Lucia Kovarovič Makayová (LKM): Technological developments in the automotive industry, and the automation, digitisation and robotics associated with this development, result in the emergence of new professions. Along with this, quality technical education is becoming increasingly important. For this reason, our educational activities aimed at strengthening the relationship with technology start in kindergartens and primary schools and continue with dual secondary and university education. It is important that the development of dual education goes hand in hand with the requirements of employers, in our case the automotive industry. There is still a shortage of experienced professionals in Slovakia, which is why we consider dual education to be extremely important for the future. Practical experience gained during high school is irreplaceable.
Martina Schusterová (MS): The system of dual education is currently being introduced in Slovakia mainly for secondary school students. However, as the second-largest employer in eastern Slovakia, it was more important for us to launch a pilot programme of post-secondary dual education in cooperation with the Secondary Industrial School of Electrical Engineering in Košice, which offers the possibility of practical training for graduates of secondary schools. In this way, we wanted to open the way for young people to the IT world, and at the same time employ skilled students who were looking for alternative methods of education and employment. At the moment, we are the only entity in the country offering higher professional studies in the IT field. In addition to prestige, this brings disadvantages, too. Due to the lack of practical experience and sharing of practices, it is more difficult to enforce the adjustments or innovations that we would need to bring into the system.

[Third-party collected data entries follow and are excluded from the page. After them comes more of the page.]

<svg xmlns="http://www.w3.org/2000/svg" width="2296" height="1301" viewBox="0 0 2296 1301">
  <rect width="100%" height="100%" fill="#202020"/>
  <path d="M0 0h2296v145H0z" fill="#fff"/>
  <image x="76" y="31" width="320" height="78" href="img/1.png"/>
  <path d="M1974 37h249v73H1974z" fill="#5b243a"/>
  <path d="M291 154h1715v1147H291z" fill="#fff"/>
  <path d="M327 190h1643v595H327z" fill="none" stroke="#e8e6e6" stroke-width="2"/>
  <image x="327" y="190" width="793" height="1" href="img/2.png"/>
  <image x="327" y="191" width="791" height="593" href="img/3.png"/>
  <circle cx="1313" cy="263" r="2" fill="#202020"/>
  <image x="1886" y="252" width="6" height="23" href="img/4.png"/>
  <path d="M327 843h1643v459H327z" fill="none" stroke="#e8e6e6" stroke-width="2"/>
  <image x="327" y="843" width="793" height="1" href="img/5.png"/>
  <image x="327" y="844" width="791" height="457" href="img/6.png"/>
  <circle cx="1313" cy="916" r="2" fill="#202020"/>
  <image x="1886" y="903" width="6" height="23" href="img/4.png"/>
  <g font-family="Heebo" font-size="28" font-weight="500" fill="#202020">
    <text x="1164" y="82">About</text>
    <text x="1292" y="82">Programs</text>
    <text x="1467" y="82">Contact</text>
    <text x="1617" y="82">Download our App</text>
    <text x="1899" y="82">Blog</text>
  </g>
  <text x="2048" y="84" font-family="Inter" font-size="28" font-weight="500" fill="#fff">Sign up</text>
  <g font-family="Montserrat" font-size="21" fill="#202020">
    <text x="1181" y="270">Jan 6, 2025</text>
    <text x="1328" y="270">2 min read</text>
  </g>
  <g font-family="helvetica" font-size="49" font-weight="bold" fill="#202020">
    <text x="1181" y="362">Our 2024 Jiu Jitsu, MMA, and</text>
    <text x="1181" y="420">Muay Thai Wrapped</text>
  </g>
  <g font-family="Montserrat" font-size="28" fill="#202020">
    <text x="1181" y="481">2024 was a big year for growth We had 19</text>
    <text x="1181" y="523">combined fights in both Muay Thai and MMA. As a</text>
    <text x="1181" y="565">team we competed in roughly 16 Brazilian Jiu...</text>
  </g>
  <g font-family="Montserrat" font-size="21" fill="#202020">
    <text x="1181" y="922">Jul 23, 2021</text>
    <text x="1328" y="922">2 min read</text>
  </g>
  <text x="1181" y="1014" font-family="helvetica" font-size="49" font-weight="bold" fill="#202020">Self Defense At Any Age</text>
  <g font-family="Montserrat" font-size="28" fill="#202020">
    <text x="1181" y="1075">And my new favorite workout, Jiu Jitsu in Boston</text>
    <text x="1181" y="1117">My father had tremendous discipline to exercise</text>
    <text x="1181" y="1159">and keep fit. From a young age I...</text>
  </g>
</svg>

Stanislav Žák (SŽ): Dual education is advancing and there is a growing interest among students and companies, especially in terms of apprenticeship. It pleases us that trades like logistics and business academies have become involved in dual education. At the same time, we see as a weak point that first-year students must also take part in the training, when, from our point of view, this area is still too complex for them. It would be best if students attend the training later on.
Lukáš Špilák (LŠ): The headway is very slow. Nevertheless, while I perceive that dual education is a trend mostly in larger companies and factories, it is also very advantageous in smaller operations such as ours.
Marcel Blaščák (MB): The number of students, companies and schools joining the dual education scheme is increasing each year, which I view as a good trend. Compared to 2015, when the first students began to study in dual education classes, the promotion of this kind of education has grown moderately. Simultaneously, I see this as a space where we can do significantly better, i.e. to increase general knowledge about dual education and its advantages, study opportunities in concrete towns and regions or share the success stories of dual education graduates.